There is a short time of confusion. He has lost contact, but he can feel their lives all about him, and waits, trusting that someone will link up with him again. Presently he feels a vague, cloudy presence, and tries hopefully to “receive” at it. But nothing comes to him.
Then through the bewilderment cuts Tivonel’s mind-send, so clear that it seems to revive his memory of her speech:
“Winds! Can’t you people get into communication-mode at all?”
Communication-mode, what could that be? Another mental gymnastic stunt? A ghostly outstretched hand comes into his consciousness and a human voice speaks strongly in his mental ear.
“Waxman here. Let me help. I have like hands to spare.”

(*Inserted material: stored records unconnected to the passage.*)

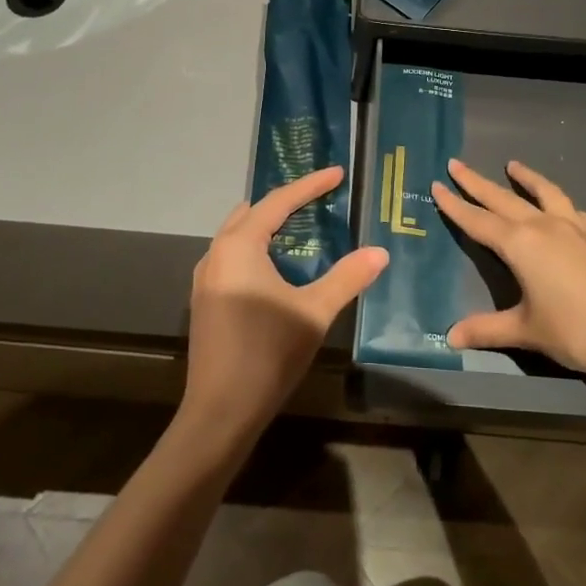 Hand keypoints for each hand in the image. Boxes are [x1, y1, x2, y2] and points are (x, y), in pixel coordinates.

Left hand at [181, 165, 387, 441]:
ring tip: (301, 225)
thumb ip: (348, 277)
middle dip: (286, 201)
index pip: (279, 202)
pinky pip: (233, 256)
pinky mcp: (205, 300)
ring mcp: (206, 278)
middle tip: (319, 197)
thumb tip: (380, 252)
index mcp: (240, 247)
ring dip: (268, 225)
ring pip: (238, 234)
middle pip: (253, 213)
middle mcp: (216, 254)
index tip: (337, 173)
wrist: (220, 412)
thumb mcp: (314, 312)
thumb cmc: (268, 353)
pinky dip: (256, 248)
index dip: (310, 185)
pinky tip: (277, 265)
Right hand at [431, 158, 585, 378]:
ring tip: (513, 165)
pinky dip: (560, 202)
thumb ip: (488, 329)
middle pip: (503, 198)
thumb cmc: (576, 331)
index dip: (455, 204)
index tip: (437, 184)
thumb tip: (451, 337)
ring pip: (545, 192)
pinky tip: (563, 207)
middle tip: (457, 163)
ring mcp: (577, 227)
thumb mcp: (527, 331)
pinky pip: (574, 210)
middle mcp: (545, 226)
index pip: (478, 220)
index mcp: (520, 244)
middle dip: (477, 182)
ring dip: (526, 178) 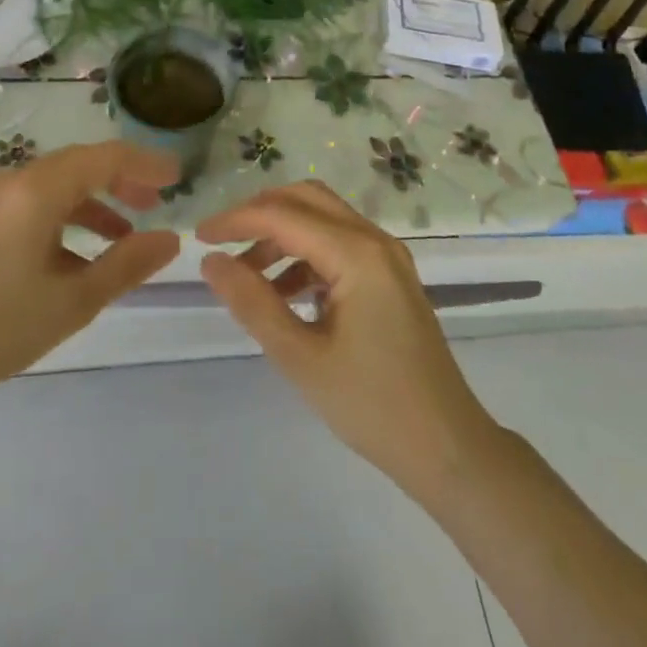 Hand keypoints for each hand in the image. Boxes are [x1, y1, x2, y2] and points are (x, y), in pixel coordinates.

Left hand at [0, 141, 180, 427]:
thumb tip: (170, 238)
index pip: (106, 157)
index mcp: (38, 190)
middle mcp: (13, 179)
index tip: (178, 177)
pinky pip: (32, 202)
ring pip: (56, 185)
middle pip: (80, 165)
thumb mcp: (71, 301)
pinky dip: (63, 218)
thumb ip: (126, 265)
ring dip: (94, 203)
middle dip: (122, 181)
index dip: (146, 163)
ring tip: (126, 234)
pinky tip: (77, 256)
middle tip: (156, 203)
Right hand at [197, 181, 500, 500]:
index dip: (236, 220)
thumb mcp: (301, 357)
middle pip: (307, 199)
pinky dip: (306, 256)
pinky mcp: (391, 277)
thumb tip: (211, 262)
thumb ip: (253, 303)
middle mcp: (375, 240)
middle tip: (222, 243)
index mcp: (357, 253)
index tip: (198, 238)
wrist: (447, 447)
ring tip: (247, 278)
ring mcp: (388, 257)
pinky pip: (340, 246)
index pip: (284, 215)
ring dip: (282, 236)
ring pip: (324, 220)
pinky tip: (285, 294)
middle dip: (260, 214)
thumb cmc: (372, 405) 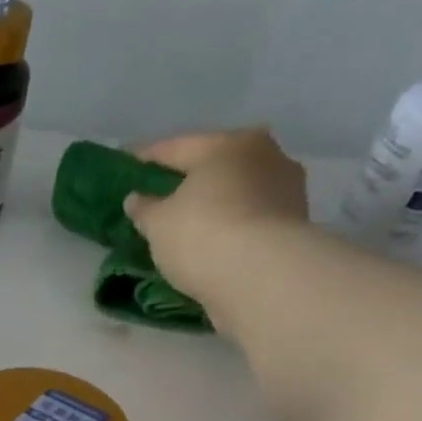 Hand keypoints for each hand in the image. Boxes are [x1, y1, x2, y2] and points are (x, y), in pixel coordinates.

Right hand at [120, 129, 309, 312]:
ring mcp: (285, 188)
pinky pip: (250, 218)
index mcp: (228, 144)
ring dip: (214, 204)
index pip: (178, 147)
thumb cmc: (202, 235)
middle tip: (162, 196)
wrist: (261, 275)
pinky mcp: (293, 223)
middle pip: (215, 165)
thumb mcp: (158, 223)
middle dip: (188, 180)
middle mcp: (264, 155)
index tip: (128, 165)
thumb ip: (145, 208)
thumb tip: (137, 198)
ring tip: (189, 224)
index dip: (148, 157)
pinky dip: (231, 226)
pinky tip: (214, 242)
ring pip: (237, 191)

Slowly Dann succeeds in imagining himself clasping the hand, wondering if it is Ron or Rick. As he does so, an odd kind of extended clarity comes into being. He has a sudden weird picture of them each clasping one of the joined twins’ four hands, as if Waxman were making himself into a kind of astral conference hook-up. Is this perhaps literally true? It would be logical, he thinks daftly.
“That seems to be a plant you’re in, Dann. Better get loose.”
He manages to retract himself or shake free from the nebulous presence, without losing Waxman’s grip. As he does so, a mental voice says faintly, “I’ll hang in with Doc here.”
It’s Chris, he’s sure. So shyness continues into astral realms. He imagines his other hand outstretched in that direction, and feels a small, oddly hard touch.
“Ready,” says Waxman’s “voice.”
Next moment Dann is receiving a clear formal transmission which seems to be echoing through Waxman to them all.
“Greetings, all, and to you, Doctordan. I am Giadoc of Tyree.”
So this is Giadoc, lost sky-traveler and late occupant of Dann’s own human body! He seems to be sending in English, too. But there is no time for curiosity, the transmission is going on, part-speech, part-pictures.
“Eldest Heagran and others are with me. We are in what we call the Destroyer.” Image of a great, too-familiar huge blackness, and then in rapid sequence Giadoc’s story unrolls through their linked minds; his awakening and finding Ted Yost, their search for the brain, and Ted Yost’s strange apparent communication with it; then the tale of Giadoc’s own call to them and its consequences. “It came alive as you find it now.”
During the recital Dann is irresistibly reminded of certain eager young interns he has known. A good type. Well, the young belong to each other, even in darkness and supreme weirdness.
He is jerked from his benevolence by Giadoc’s urgent news. “The energies around us are sinking back to death or turning off. Unless we can contact this brain again and reverse its condition we are all doomed. Ted Yost seems our only link. We cannot rouse him. Can you help?”
Before Dann can react, Waxman’s thought comes. “Cryostasis. Maybe it’s packing us up for a trip. Like thousands of years.”
Dann recalls Rick’s tale about the Japanese time-machine. The imagination is still alive in Waxman but it doesn’t sound so fantastic here. Not at all. He now senses, or thinks he senses, a slow but definite ebbing-down of energies around their perimeter. The murmurs of life seem to be slowing, lessening. Is it drawing closer? He shudders.